Requirement: Using the entries that follow, report how many lines contain the word "LAKE". Only the number is wanted.

-=-=-

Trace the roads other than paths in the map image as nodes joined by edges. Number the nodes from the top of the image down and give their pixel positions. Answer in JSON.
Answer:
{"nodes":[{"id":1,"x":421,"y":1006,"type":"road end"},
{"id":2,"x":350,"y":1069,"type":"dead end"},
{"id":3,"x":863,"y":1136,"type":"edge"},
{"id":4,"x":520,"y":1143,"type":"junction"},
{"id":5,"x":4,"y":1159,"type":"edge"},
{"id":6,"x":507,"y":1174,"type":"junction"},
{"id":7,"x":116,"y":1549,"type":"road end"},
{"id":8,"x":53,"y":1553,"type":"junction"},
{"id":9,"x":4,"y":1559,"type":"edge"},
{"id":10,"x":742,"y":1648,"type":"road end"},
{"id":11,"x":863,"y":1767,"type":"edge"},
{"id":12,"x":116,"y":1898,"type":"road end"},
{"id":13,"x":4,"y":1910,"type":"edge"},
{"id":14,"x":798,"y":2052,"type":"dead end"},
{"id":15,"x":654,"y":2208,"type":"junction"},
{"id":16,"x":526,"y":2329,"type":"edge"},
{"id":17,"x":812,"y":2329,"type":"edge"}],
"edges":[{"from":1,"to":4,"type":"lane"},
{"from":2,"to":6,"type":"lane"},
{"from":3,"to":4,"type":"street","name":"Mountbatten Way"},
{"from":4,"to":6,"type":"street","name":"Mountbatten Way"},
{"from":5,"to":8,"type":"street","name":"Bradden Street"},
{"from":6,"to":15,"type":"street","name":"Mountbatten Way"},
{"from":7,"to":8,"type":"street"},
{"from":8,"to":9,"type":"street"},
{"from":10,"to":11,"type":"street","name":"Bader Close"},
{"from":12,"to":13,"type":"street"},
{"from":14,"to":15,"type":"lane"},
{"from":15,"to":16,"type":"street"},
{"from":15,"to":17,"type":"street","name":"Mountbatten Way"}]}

-=-=-

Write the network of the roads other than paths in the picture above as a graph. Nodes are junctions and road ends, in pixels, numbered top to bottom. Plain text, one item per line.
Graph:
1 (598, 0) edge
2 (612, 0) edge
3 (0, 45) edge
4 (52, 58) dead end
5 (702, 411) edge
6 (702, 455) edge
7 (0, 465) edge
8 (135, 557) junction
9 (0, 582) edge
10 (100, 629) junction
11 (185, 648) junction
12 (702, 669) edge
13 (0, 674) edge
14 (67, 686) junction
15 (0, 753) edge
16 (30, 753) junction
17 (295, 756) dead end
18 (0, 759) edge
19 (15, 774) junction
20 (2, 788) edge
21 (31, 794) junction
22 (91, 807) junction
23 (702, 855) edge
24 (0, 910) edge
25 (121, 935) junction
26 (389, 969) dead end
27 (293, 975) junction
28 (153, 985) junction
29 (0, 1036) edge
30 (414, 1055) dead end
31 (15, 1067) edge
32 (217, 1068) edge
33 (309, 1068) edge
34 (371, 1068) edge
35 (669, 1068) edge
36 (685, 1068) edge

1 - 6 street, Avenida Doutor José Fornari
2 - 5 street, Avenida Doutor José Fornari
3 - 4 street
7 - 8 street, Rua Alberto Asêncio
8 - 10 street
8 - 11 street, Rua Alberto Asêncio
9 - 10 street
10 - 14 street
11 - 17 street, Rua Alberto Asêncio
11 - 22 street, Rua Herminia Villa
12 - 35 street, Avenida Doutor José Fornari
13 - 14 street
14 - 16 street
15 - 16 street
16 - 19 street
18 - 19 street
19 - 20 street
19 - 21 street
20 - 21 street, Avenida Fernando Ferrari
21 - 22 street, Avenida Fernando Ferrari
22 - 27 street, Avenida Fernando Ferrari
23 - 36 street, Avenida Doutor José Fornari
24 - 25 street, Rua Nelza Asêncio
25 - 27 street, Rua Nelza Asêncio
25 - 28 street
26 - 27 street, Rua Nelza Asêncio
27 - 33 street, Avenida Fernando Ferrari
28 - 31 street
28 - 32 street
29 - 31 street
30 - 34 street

-=-=-

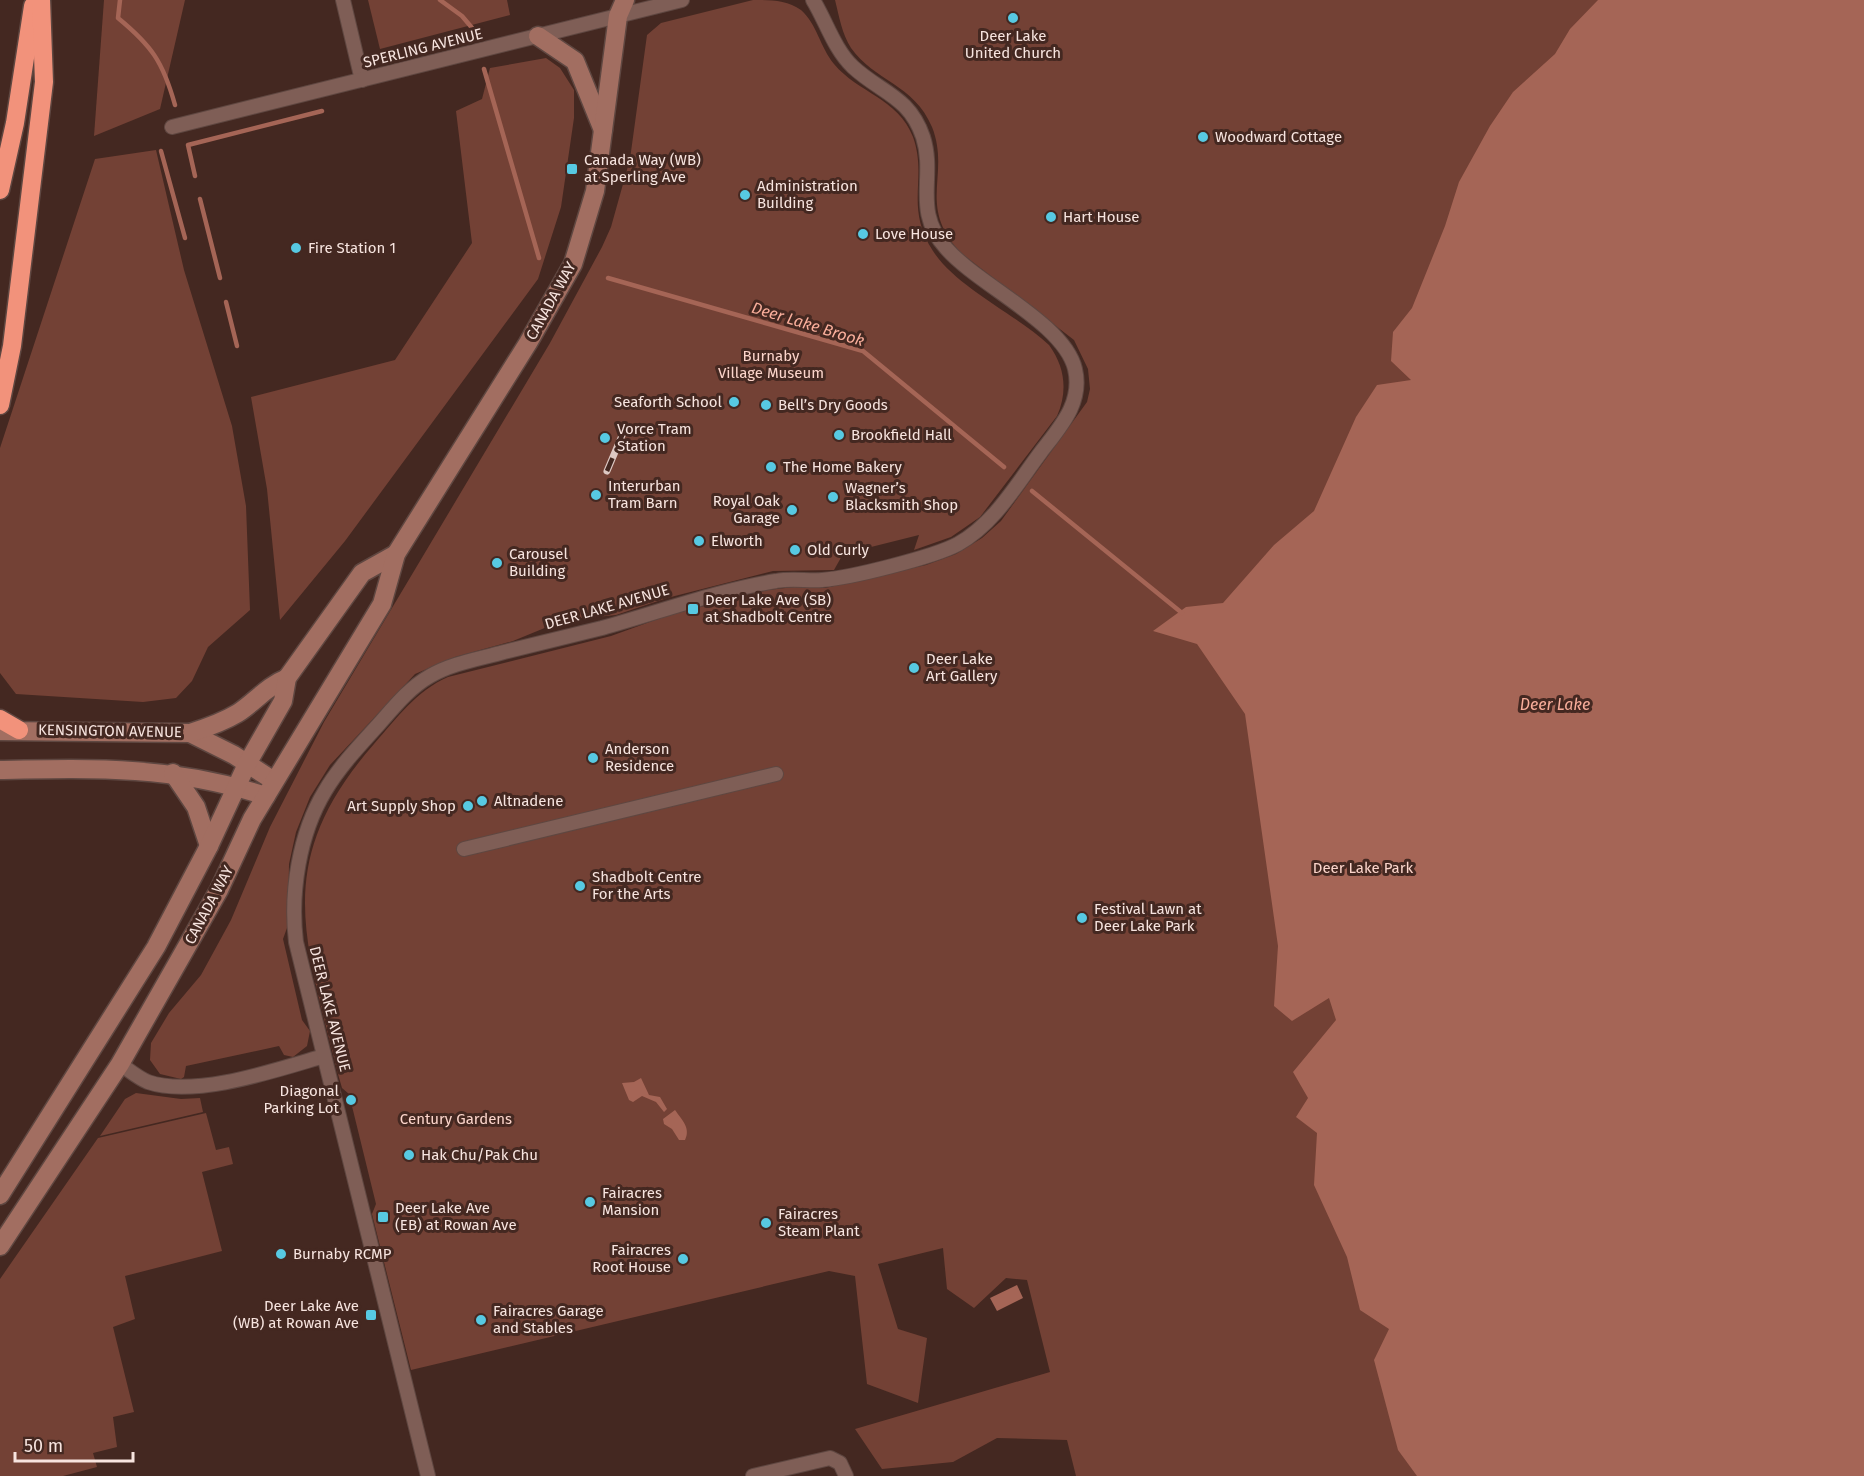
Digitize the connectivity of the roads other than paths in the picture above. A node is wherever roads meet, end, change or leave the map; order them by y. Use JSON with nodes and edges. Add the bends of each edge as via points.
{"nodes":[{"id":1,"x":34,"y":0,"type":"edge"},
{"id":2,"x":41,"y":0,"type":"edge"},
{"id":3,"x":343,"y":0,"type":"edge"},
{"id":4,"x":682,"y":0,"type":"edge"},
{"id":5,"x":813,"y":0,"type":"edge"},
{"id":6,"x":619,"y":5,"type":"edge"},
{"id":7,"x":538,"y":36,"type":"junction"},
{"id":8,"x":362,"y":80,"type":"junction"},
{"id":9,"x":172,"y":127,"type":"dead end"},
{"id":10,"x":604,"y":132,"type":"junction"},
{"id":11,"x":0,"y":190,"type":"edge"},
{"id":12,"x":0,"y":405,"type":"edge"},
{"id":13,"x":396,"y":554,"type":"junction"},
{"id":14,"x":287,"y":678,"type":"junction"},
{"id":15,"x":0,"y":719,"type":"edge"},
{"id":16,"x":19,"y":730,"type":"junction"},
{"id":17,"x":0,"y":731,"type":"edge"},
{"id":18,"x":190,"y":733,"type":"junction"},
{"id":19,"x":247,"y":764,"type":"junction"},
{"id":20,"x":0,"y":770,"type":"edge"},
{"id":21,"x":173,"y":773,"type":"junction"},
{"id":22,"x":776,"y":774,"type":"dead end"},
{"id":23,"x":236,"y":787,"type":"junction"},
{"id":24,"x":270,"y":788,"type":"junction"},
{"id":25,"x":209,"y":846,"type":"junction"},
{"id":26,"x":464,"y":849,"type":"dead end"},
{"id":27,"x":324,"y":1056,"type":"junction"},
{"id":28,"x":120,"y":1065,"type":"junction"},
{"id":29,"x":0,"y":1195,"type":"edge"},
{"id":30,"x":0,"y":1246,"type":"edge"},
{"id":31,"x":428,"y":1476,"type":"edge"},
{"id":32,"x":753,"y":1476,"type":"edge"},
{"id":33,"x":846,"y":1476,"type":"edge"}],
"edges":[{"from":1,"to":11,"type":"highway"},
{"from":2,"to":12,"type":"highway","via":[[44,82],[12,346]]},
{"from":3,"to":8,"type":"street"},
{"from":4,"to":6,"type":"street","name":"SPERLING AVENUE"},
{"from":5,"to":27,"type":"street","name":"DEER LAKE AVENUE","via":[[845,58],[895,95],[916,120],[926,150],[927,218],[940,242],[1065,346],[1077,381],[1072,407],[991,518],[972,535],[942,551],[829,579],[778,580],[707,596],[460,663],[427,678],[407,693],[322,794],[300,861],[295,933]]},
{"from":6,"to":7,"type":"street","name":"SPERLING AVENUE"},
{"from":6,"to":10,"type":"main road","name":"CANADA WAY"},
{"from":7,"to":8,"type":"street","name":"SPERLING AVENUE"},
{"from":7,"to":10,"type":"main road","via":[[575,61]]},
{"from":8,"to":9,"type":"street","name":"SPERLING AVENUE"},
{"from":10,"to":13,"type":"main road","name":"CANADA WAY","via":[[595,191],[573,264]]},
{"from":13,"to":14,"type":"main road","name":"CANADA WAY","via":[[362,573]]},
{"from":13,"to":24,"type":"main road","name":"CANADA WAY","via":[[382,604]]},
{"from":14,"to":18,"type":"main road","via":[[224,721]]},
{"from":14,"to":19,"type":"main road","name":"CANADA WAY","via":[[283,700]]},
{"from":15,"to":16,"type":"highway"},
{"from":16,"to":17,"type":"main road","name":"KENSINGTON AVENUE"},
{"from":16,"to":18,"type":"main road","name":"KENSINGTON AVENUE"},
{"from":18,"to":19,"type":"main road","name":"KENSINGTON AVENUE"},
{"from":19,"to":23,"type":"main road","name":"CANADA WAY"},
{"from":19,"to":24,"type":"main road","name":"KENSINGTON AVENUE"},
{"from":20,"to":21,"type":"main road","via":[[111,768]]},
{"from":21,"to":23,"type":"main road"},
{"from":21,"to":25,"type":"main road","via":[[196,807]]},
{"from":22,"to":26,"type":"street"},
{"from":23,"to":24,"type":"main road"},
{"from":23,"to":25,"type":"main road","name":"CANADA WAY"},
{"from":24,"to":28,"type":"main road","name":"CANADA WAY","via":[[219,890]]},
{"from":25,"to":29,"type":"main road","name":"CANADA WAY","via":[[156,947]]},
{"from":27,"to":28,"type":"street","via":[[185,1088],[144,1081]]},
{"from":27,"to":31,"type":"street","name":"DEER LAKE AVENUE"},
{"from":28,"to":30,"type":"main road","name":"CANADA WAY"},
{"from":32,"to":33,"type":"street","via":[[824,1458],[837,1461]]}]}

-=-=-

Answer space: 2